(Records from a dataset)
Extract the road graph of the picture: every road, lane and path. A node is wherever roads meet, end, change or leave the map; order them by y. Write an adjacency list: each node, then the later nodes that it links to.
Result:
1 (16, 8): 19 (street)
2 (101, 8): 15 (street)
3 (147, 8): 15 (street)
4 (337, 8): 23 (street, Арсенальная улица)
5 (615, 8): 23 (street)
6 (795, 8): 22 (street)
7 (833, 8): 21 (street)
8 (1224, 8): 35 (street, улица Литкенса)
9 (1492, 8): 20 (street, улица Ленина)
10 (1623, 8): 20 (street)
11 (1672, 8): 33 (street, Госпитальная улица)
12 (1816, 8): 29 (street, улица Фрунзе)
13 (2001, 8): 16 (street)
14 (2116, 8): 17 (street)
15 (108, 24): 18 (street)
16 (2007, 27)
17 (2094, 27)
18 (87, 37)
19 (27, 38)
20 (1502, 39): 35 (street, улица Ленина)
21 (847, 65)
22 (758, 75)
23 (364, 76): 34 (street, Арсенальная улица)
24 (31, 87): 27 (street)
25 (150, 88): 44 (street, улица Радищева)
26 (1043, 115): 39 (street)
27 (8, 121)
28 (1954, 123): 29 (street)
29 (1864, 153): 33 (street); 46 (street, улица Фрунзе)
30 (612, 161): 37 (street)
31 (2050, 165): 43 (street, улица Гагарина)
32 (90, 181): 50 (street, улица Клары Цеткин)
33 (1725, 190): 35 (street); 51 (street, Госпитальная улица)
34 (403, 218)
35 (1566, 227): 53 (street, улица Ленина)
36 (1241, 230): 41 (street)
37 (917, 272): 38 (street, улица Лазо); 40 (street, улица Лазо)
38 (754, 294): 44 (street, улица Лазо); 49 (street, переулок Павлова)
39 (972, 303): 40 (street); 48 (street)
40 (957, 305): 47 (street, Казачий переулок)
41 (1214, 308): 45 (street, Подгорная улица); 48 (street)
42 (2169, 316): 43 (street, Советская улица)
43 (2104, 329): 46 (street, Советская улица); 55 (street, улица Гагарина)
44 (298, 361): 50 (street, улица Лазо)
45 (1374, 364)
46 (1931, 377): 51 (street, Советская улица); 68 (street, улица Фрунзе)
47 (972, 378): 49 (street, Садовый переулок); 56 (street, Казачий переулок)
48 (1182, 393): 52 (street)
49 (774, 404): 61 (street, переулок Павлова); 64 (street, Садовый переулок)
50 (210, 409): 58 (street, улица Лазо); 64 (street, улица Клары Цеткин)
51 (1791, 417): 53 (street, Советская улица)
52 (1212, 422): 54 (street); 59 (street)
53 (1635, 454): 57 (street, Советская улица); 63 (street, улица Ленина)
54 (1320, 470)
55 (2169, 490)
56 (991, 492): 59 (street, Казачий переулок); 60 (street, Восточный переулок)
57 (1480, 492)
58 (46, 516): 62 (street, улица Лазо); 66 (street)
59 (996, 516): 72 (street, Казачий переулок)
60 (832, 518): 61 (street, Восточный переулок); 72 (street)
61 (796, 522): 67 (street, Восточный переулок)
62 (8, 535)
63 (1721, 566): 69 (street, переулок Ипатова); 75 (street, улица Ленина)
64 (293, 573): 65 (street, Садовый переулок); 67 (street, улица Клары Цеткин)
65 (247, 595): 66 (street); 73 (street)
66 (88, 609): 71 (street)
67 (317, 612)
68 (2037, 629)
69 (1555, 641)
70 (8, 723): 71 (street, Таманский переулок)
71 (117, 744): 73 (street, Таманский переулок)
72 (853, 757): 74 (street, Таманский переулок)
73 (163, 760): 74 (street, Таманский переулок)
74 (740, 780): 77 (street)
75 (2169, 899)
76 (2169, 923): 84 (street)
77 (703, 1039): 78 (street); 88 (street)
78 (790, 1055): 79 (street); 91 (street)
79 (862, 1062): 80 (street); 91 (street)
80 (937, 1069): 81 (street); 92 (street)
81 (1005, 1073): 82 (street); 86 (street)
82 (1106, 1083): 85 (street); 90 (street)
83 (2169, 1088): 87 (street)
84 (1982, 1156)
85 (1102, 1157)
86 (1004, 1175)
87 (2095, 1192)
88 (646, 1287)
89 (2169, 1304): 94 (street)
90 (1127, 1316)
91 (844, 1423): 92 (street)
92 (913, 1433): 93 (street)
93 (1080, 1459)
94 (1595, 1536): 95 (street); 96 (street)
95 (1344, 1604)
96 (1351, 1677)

◆ Aim of the task:
An exact retyping of every line in the records is needed.

◆ Exercise response:
Extract the road graph of the picture: every road, lane and path. A node is wherever roads meet, end, change or leave the map; order them by y. Write an adjacency list: each node, then the later nodes that it links to.
Result:
1 (16, 8): 19 (street)
2 (101, 8): 15 (street)
3 (147, 8): 15 (street)
4 (337, 8): 23 (street, Арсенальная улица)
5 (615, 8): 23 (street)
6 (795, 8): 22 (street)
7 (833, 8): 21 (street)
8 (1224, 8): 35 (street, улица Литкенса)
9 (1492, 8): 20 (street, улица Ленина)
10 (1623, 8): 20 (street)
11 (1672, 8): 33 (street, Госпитальная улица)
12 (1816, 8): 29 (street, улица Фрунзе)
13 (2001, 8): 16 (street)
14 (2116, 8): 17 (street)
15 (108, 24): 18 (street)
16 (2007, 27)
17 (2094, 27)
18 (87, 37)
19 (27, 38)
20 (1502, 39): 35 (street, улица Ленина)
21 (847, 65)
22 (758, 75)
23 (364, 76): 34 (street, Арсенальная улица)
24 (31, 87): 27 (street)
25 (150, 88): 44 (street, улица Радищева)
26 (1043, 115): 39 (street)
27 (8, 121)
28 (1954, 123): 29 (street)
29 (1864, 153): 33 (street); 46 (street, улица Фрунзе)
30 (612, 161): 37 (street)
31 (2050, 165): 43 (street, улица Гагарина)
32 (90, 181): 50 (street, улица Клары Цеткин)
33 (1725, 190): 35 (street); 51 (street, Госпитальная улица)
34 (403, 218)
35 (1566, 227): 53 (street, улица Ленина)
36 (1241, 230): 41 (street)
37 (917, 272): 38 (street, улица Лазо); 40 (street, улица Лазо)
38 (754, 294): 44 (street, улица Лазо); 49 (street, переулок Павлова)
39 (972, 303): 40 (street); 48 (street)
40 (957, 305): 47 (street, Казачий переулок)
41 (1214, 308): 45 (street, Подгорная улица); 48 (street)
42 (2169, 316): 43 (street, Советская улица)
43 (2104, 329): 46 (street, Советская улица); 55 (street, улица Гагарина)
44 (298, 361): 50 (street, улица Лазо)
45 (1374, 364)
46 (1931, 377): 51 (street, Советская улица); 68 (street, улица Фрунзе)
47 (972, 378): 49 (street, Садовый переулок); 56 (street, Казачий переулок)
48 (1182, 393): 52 (street)
49 (774, 404): 61 (street, переулок Павлова); 64 (street, Садовый переулок)
50 (210, 409): 58 (street, улица Лазо); 64 (street, улица Клары Цеткин)
51 (1791, 417): 53 (street, Советская улица)
52 (1212, 422): 54 (street); 59 (street)
53 (1635, 454): 57 (street, Советская улица); 63 (street, улица Ленина)
54 (1320, 470)
55 (2169, 490)
56 (991, 492): 59 (street, Казачий переулок); 60 (street, Восточный переулок)
57 (1480, 492)
58 (46, 516): 62 (street, улица Лазо); 66 (street)
59 (996, 516): 72 (street, Казачий переулок)
60 (832, 518): 61 (street, Восточный переулок); 72 (street)
61 (796, 522): 67 (street, Восточный переулок)
62 (8, 535)
63 (1721, 566): 69 (street, переулок Ипатова); 75 (street, улица Ленина)
64 (293, 573): 65 (street, Садовый переулок); 67 (street, улица Клары Цеткин)
65 (247, 595): 66 (street); 73 (street)
66 (88, 609): 71 (street)
67 (317, 612)
68 (2037, 629)
69 (1555, 641)
70 (8, 723): 71 (street, Таманский переулок)
71 (117, 744): 73 (street, Таманский переулок)
72 (853, 757): 74 (street, Таманский переулок)
73 (163, 760): 74 (street, Таманский переулок)
74 (740, 780): 77 (street)
75 (2169, 899)
76 (2169, 923): 84 (street)
77 (703, 1039): 78 (street); 88 (street)
78 (790, 1055): 79 (street); 91 (street)
79 (862, 1062): 80 (street); 91 (street)
80 (937, 1069): 81 (street); 92 (street)
81 (1005, 1073): 82 (street); 86 (street)
82 (1106, 1083): 85 (street); 90 (street)
83 (2169, 1088): 87 (street)
84 (1982, 1156)
85 (1102, 1157)
86 (1004, 1175)
87 (2095, 1192)
88 (646, 1287)
89 (2169, 1304): 94 (street)
90 (1127, 1316)
91 (844, 1423): 92 (street)
92 (913, 1433): 93 (street)
93 (1080, 1459)
94 (1595, 1536): 95 (street); 96 (street)
95 (1344, 1604)
96 (1351, 1677)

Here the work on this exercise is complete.